**TASK TO CARRY OUT:** Which lines in the records below hold the word "Uluer"? Copy each of them.

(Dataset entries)
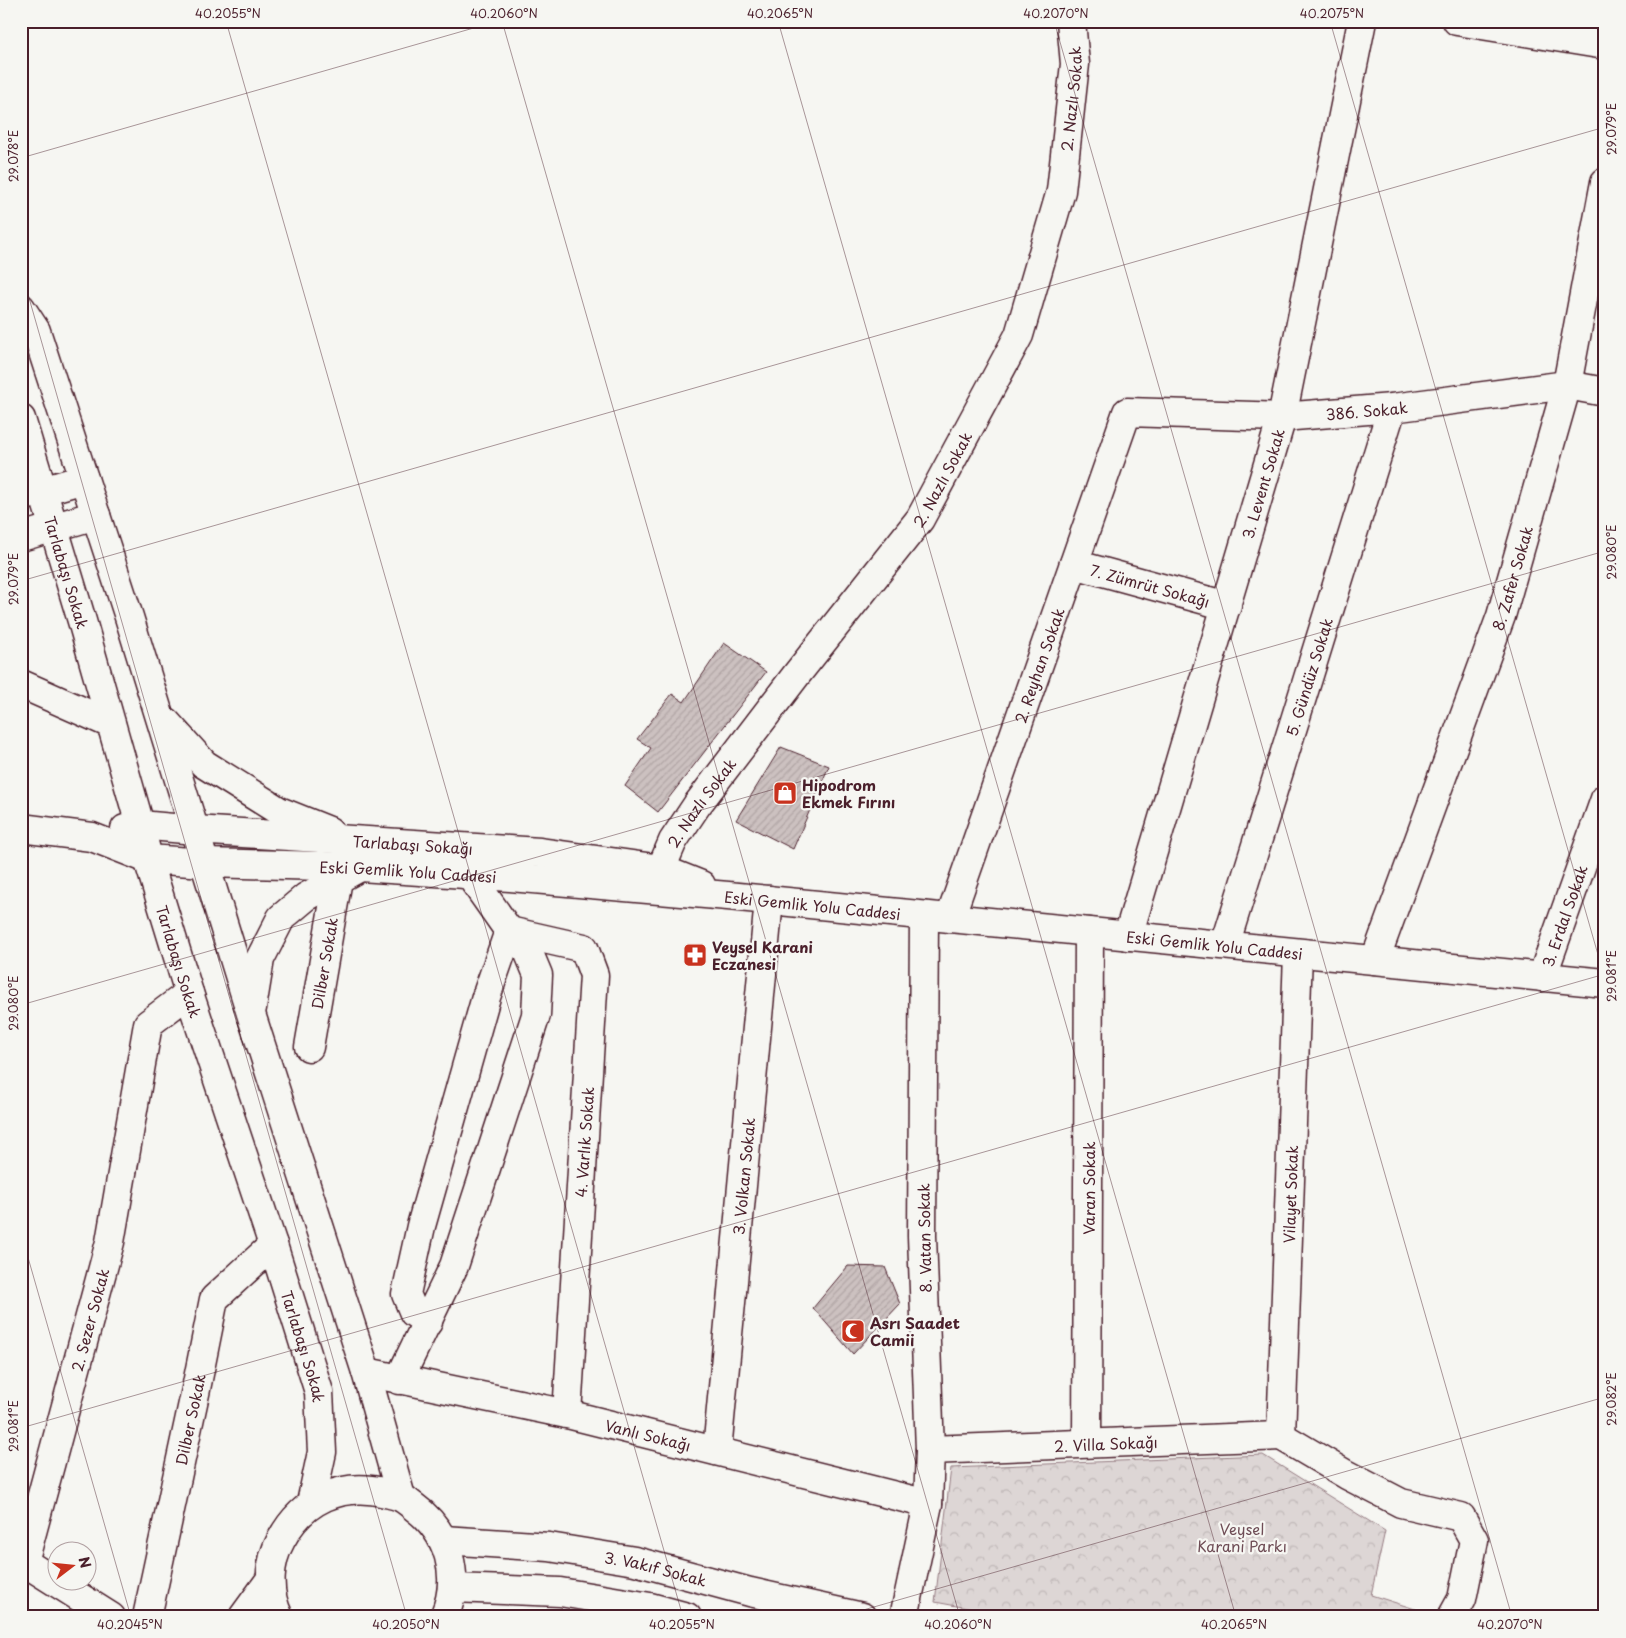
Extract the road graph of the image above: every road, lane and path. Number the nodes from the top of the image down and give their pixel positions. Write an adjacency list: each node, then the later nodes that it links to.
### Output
1 (1072, 21): 31 (street, 2. Nazlı Sokak)
2 (1362, 21): 11 (street, 3. Levent Sokak)
3 (1457, 21): 4 (street)
4 (1605, 45)
5 (1605, 182): 7 (street, 8. Zafer Sokak)
6 (21, 308): 13 (street)
7 (1566, 385): 8 (street, 386. Sokak); 9 (street, 386. Sokak); 42 (street, 8. Zafer Sokak)
8 (1605, 392)
9 (1392, 408): 11 (street, 386. Sokak); 40 (street, 5. Gündüz Sokak)
10 (1126, 412): 11 (street, 386. Sokak); 18 (street, 2. Reyhan Sokak)
11 (1282, 417): 19 (street, 3. Levent Sokak)
12 (21, 419): 14 (street, Tarlabaşı Sokak)
13 (84, 478): 14 (street); 15 (street)
14 (32, 494): 16 (street, Tarlabaşı Sokak)
15 (96, 515): 16 (street); 21 (street)
16 (54, 528): 17 (street); 22 (street, Tarlabaşı Sokak)
17 (21, 537)
18 (1074, 564): 19 (street, 7. Zümrüt Sokağı); 36 (street, 2. Reyhan Sokak)
19 (1227, 606): 39 (street, 3. Levent Sokak)
20 (21, 684): 22 (street)
21 (160, 716): 26 (street); 28 (street)
22 (111, 724): 24 (street, Tarlabaşı Sokak)
23 (1605, 798): 43 (street, 3. Erdal Sokak)
24 (140, 825): 26 (street, Tarlabaşı Sokağı); 27 (street, Tarlabaşı Sokağı); 29 (street, Tarlabaşı Sokak)
25 (21, 828): 27 (street, Eski Gemlik Yolu Caddesi)
26 (195, 830): 28 (street, Tarlabaşı Sokağı); 30 (street)
27 (92, 838): 29 (street, Eski Gemlik Yolu Caddesi)
28 (352, 840): 31 (street, Tarlabaşı Sokağı)
29 (148, 859): 30 (street, Eski Gemlik Yolu Caddesi); 45 (street, Tarlabaşı Sokak)
30 (205, 863): 32 (street, Eski Gemlik Yolu Caddesi); 46 (street)
31 (661, 869): 34 (street, Tarlabaşı Sokağı)
32 (349, 873): 33 (street, Eski Gemlik Yolu Caddesi); 46 (street); 47 (street, Dilber Sokak)
33 (469, 874): 34 (street, Eski Gemlik Yolu Caddesi); 37 (street)
34 (728, 896): 35 (street, Eski Gemlik Yolu Caddesi)
35 (769, 900): 36 (street, Eski Gemlik Yolu Caddesi); 56 (street, 3. Volkan Sokak)
36 (937, 917): 38 (street, Eski Gemlik Yolu Caddesi); 55 (street, 8. Vatan Sokak)
37 (510, 931): 49 (street); 49 (street); 52 (street, 4. Varlık Sokak)
38 (1089, 932): 39 (street, Eski Gemlik Yolu Caddesi); 54 (street, Varan Sokak)
39 (1128, 936): 40 (street, Eski Gemlik Yolu Caddesi)
40 (1225, 946): 41 (street, Eski Gemlik Yolu Caddesi)
41 (1298, 953): 42 (street, Eski Gemlik Yolu Caddesi); 53 (street, Vilayet Sokak)
42 (1375, 960): 43 (street, Eski Gemlik Yolu Caddesi)
43 (1542, 977): 44 (street, Eski Gemlik Yolu Caddesi)
44 (1605, 983)
45 (189, 993): 48 (street, Tarlabaşı Sokak); 64 (street, 2. Sezer Sokak)
46 (251, 1014): 50 (street)
47 (309, 1047)
48 (273, 1245): 58 (street, Tarlabaşı Sokak); 65 (street, Dilber Sokak)
49 (428, 1322): 51 (street)
50 (366, 1372): 51 (street, Vanlı Sokağı); 57 (street)
51 (399, 1380): 52 (street, Vanlı Sokağı)
52 (567, 1414): 56 (street, Vanlı Sokağı)
53 (1281, 1436): 54 (street, 2. Villa Sokağı); 72 (street)
54 (1087, 1443): 55 (street, 2. Villa Sokağı)
55 (930, 1450): 59 (street, 8. Vatan Sokak)
56 (717, 1451): 59 (street, Vanlı Sokağı)
57 (401, 1497): 58 (street); 60 (street)
58 (312, 1503): 61 (street)
59 (928, 1504): 71 (street, 8. Vatan Sokak)
60 (444, 1540): 62 (street); 63 (street, 3. Vakıf Sokak)
61 (270, 1580): 66 (street); 67 (street)
62 (452, 1588): 68 (street); 69 (street)
63 (776, 1608): 70 (street, 3. Vakıf Sokak)
64 (112, 1617)
65 (147, 1617)
66 (243, 1617)
67 (279, 1617)
68 (444, 1617)
69 (687, 1617)
70 (862, 1617)
71 (904, 1617)
72 (1452, 1617)

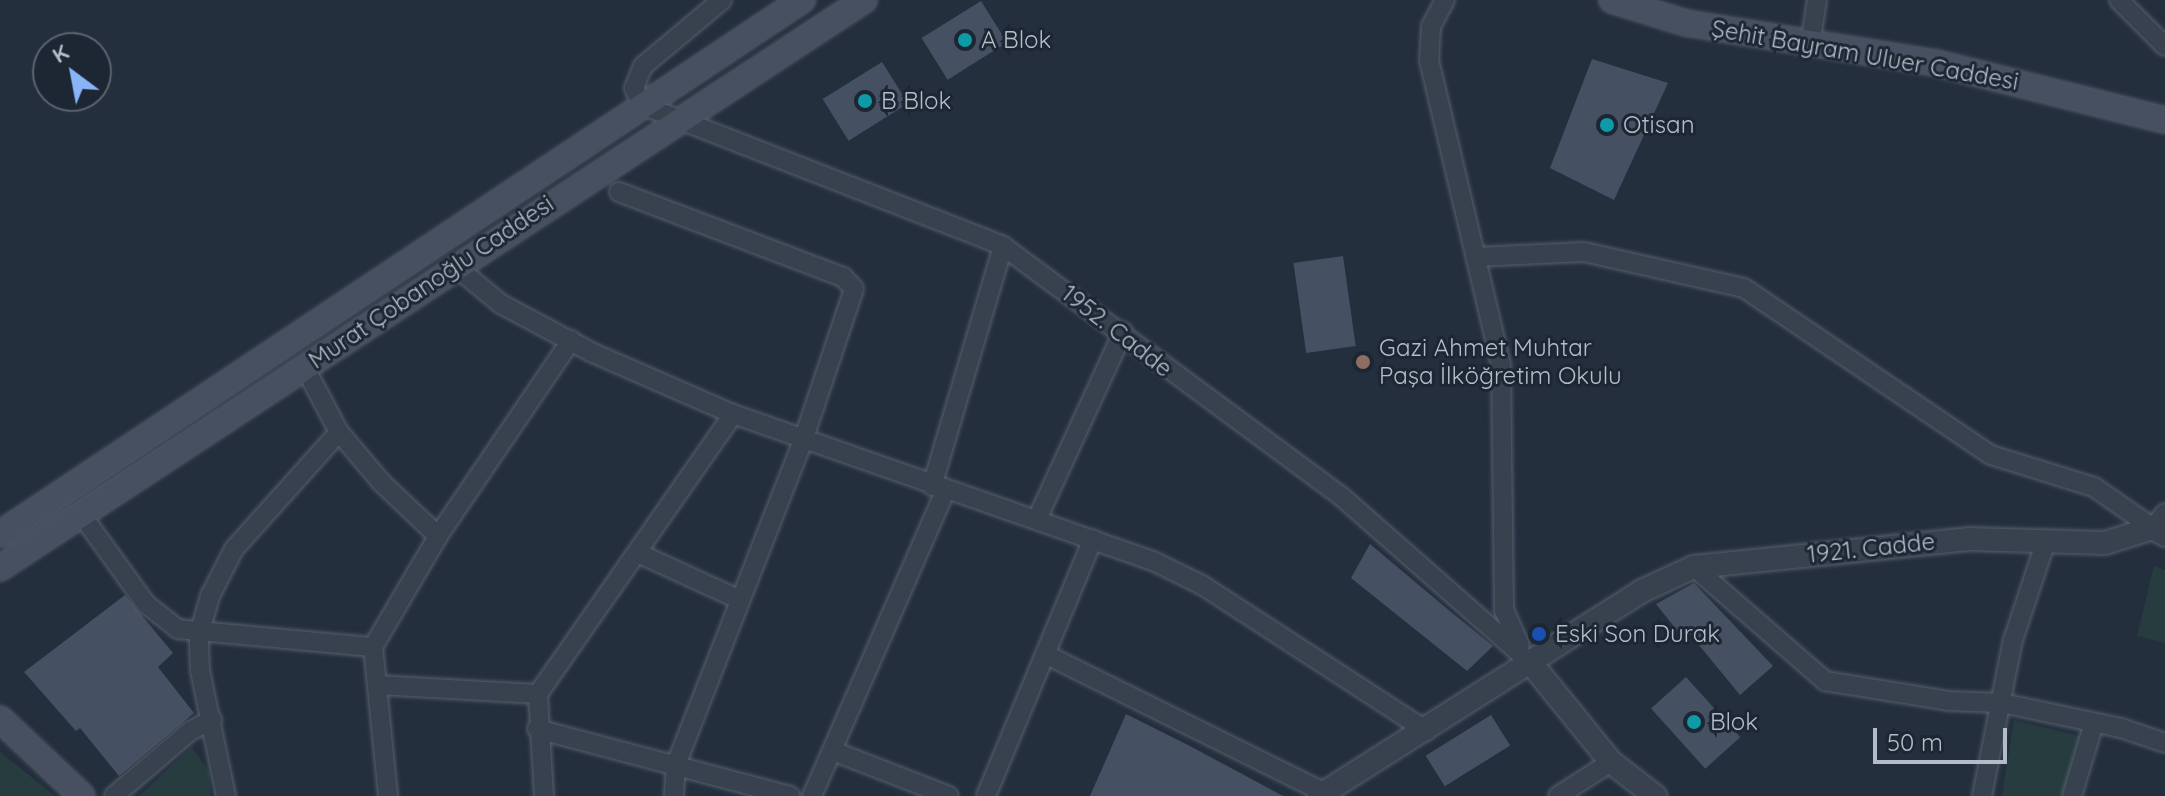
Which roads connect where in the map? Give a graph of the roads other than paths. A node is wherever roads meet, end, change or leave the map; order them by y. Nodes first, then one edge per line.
1 (722, 0) edge
2 (802, 0) edge
3 (864, 0) edge
4 (1445, 0) edge
5 (1612, 0) edge
6 (1817, 0) edge
7 (2119, 0) edge
8 (1810, 45) junction
9 (2165, 46) edge
10 (642, 105) junction
11 (676, 120) junction
12 (2165, 120) edge
13 (619, 192) dead end
14 (1003, 246) junction
15 (1476, 257) junction
16 (455, 266) junction
17 (1123, 332) junction
18 (571, 340) junction
19 (304, 366) junction
20 (733, 414) junction
21 (339, 432) junction
22 (804, 438) junction
23 (939, 488) junction
24 (81, 514) junction
25 (1037, 519) junction
26 (2161, 525) edge
27 (0, 534) edge
28 (438, 536) junction
29 (1093, 539) junction
30 (2046, 541) junction
31 (638, 553) junction
32 (1694, 567) junction
33 (0, 568) edge
34 (740, 600) junction
35 (199, 635) junction
36 (373, 647) junction
37 (1045, 654) junction
38 (1530, 662) junction
39 (377, 685) junction
40 (538, 694) junction
41 (2002, 703) junction
42 (0, 719) edge
43 (212, 720) junction
44 (2093, 726) junction
45 (537, 729) junction
46 (1427, 731) junction
47 (2165, 743) edge
48 (833, 751) junction
49 (1611, 762) junction
50 (676, 764) junction
51 (1322, 794) edge
52 (82, 796) edge
53 (114, 796) edge
54 (226, 796) edge
55 (388, 796) edge
56 (544, 796) edge
57 (674, 796) edge
58 (790, 796) edge
59 (812, 796) edge
60 (949, 796) edge
61 (986, 796) edge
62 (1558, 796) edge
63 (1655, 796) edge
64 (1982, 796) edge
65 (2072, 796) edge

1 - 10 street
2 - 10 main road, Murat Çobanoğlu Caddesi
3 - 11 main road, Murat Çobanoğlu Caddesi
4 - 15 street
5 - 8 main road, Şehit Bayram Uluer Caddesi
6 - 8 street
7 - 9 street
8 - 12 main road, Şehit Bayram Uluer Caddesi
10 - 11 street, 1952. Cadde
10 - 27 main road, Murat Çobanoğlu Caddesi
11 - 14 street, 1952. Cadde
11 - 16 main road, Murat Çobanoğlu Caddesi
13 - 22 street
14 - 17 street, 1952. Cadde
14 - 23 street
15 - 26 street
15 - 38 street
16 - 18 street
16 - 19 main road, Murat Çobanoğlu Caddesi
17 - 25 street
17 - 38 street, 1952. Cadde
18 - 20 street
18 - 28 street
19 - 21 street
19 - 24 main road, Murat Çobanoğlu Caddesi
20 - 22 street
20 - 31 street
21 - 28 street
21 - 35 street
22 - 23 street
22 - 34 street
23 - 25 street
23 - 48 street
24 - 33 main road, Murat Çobanoğlu Caddesi
24 - 35 street
25 - 29 street
26 - 30 street, 1921. Cadde
28 - 36 street
29 - 37 street
29 - 46 street
30 - 32 street, 1921. Cadde
30 - 41 street
31 - 34 street
31 - 40 street
32 - 38 street, 1921. Cadde
32 - 41 street
34 - 50 street
35 - 36 street
35 - 43 street
36 - 39 street
37 - 51 street
37 - 61 street
38 - 46 street
38 - 49 street
39 - 40 street
39 - 55 street
40 - 45 street
41 - 44 street
41 - 64 street
42 - 52 main road
43 - 53 street
43 - 54 street
44 - 47 street
44 - 65 street
45 - 50 street
45 - 56 street
46 - 51 street
48 - 59 street
48 - 60 street
49 - 62 street
49 - 63 street
50 - 57 street
50 - 58 street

**RESPONSE TO THIS EXERCISE:**
5 - 8 main road, Şehit Bayram Uluer Caddesi
8 - 12 main road, Şehit Bayram Uluer Caddesi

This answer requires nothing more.